*** Block opens ***

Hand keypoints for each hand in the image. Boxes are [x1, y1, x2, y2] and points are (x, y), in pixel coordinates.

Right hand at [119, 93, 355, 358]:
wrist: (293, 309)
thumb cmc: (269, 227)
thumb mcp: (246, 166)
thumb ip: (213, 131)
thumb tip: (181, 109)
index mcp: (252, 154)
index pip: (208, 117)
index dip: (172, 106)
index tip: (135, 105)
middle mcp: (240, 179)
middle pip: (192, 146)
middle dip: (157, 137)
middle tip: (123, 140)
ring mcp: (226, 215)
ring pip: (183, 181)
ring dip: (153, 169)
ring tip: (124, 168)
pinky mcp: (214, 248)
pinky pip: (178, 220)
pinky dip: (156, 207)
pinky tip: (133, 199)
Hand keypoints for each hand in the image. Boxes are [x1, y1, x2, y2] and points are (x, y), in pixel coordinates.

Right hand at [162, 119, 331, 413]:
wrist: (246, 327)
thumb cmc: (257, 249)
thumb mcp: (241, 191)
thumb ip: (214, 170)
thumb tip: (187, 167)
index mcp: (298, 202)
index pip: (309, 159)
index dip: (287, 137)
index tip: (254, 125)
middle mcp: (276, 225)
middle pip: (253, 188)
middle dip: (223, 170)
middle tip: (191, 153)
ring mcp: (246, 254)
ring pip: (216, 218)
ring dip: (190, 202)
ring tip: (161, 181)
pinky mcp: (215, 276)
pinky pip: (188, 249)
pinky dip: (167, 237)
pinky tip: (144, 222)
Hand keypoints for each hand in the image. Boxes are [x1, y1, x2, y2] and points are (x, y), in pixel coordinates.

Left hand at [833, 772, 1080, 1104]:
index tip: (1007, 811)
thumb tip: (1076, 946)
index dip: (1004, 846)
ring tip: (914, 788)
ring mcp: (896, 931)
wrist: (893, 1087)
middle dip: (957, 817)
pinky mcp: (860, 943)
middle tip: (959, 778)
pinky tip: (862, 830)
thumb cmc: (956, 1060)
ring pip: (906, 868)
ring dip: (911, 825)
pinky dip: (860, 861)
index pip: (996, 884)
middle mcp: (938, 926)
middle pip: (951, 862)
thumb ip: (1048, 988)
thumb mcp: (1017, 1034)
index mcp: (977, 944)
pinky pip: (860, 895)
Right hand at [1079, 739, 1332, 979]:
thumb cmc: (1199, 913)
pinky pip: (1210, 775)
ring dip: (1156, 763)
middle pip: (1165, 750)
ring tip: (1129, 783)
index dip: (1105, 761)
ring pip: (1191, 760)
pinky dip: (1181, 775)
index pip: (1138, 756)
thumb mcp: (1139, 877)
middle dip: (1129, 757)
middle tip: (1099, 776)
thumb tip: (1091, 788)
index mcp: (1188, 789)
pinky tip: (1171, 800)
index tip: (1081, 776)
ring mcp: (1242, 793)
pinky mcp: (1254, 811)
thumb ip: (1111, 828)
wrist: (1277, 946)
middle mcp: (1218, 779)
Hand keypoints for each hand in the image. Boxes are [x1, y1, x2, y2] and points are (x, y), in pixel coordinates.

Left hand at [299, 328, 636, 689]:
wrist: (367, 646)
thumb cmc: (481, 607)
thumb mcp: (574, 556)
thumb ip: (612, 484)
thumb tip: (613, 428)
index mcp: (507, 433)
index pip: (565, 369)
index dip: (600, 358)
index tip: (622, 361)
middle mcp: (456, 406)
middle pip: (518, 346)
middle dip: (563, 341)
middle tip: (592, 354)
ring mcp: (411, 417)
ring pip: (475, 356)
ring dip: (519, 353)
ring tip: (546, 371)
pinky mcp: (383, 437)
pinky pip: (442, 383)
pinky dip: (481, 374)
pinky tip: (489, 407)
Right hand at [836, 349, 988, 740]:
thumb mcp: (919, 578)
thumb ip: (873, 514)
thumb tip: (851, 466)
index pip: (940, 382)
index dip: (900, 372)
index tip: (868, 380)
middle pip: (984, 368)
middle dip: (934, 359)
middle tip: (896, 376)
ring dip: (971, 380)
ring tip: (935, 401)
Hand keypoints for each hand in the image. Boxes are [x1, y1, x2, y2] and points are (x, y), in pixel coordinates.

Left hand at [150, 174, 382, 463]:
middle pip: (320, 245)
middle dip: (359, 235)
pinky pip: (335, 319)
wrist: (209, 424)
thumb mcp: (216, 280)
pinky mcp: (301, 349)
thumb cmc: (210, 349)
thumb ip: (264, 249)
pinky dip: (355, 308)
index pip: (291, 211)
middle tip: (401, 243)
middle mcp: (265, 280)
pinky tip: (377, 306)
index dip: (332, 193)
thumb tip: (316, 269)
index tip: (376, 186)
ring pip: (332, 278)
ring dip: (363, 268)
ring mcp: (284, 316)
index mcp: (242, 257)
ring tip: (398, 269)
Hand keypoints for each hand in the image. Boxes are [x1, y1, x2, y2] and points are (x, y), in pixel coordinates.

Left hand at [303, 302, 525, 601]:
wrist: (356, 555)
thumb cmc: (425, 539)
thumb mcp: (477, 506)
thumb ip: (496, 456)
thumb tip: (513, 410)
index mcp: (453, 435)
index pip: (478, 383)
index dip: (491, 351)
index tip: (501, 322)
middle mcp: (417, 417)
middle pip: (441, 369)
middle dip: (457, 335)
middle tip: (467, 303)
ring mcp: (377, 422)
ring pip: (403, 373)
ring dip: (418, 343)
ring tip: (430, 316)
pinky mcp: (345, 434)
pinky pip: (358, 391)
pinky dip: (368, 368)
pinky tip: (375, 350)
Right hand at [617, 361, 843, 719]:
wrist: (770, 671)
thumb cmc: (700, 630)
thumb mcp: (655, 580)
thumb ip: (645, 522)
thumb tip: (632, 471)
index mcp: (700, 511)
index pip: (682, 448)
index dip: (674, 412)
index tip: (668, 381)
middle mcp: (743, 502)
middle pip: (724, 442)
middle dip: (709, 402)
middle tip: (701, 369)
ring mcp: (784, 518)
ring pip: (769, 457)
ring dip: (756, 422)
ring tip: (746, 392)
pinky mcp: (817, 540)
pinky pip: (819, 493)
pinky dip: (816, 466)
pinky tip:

*** Block closes ***

### EXERCISE GOAL
Everything from the line containing "thumb cmc: (700, 630)" to the end of the data above should be quoted exactly, please, both ends included, and nothing outside that span.

### SOLUTION TO THIS EXERCISE
thumb cmc: (700, 630)
thumb mcp: (655, 580)
thumb ip: (645, 522)
thumb tip: (632, 471)
index mcp: (700, 511)
index pip: (682, 448)
index dip: (674, 412)
index tip: (668, 381)
middle mcp: (743, 502)
middle pip: (724, 442)
middle dip: (709, 402)
middle tip: (701, 369)
ring mcp: (784, 518)
ring pip: (769, 457)
ring dip: (756, 422)
ring tip: (746, 392)
pinky mcp: (817, 540)
pinky pip: (819, 493)
pinky dip: (816, 466)
pinky tip:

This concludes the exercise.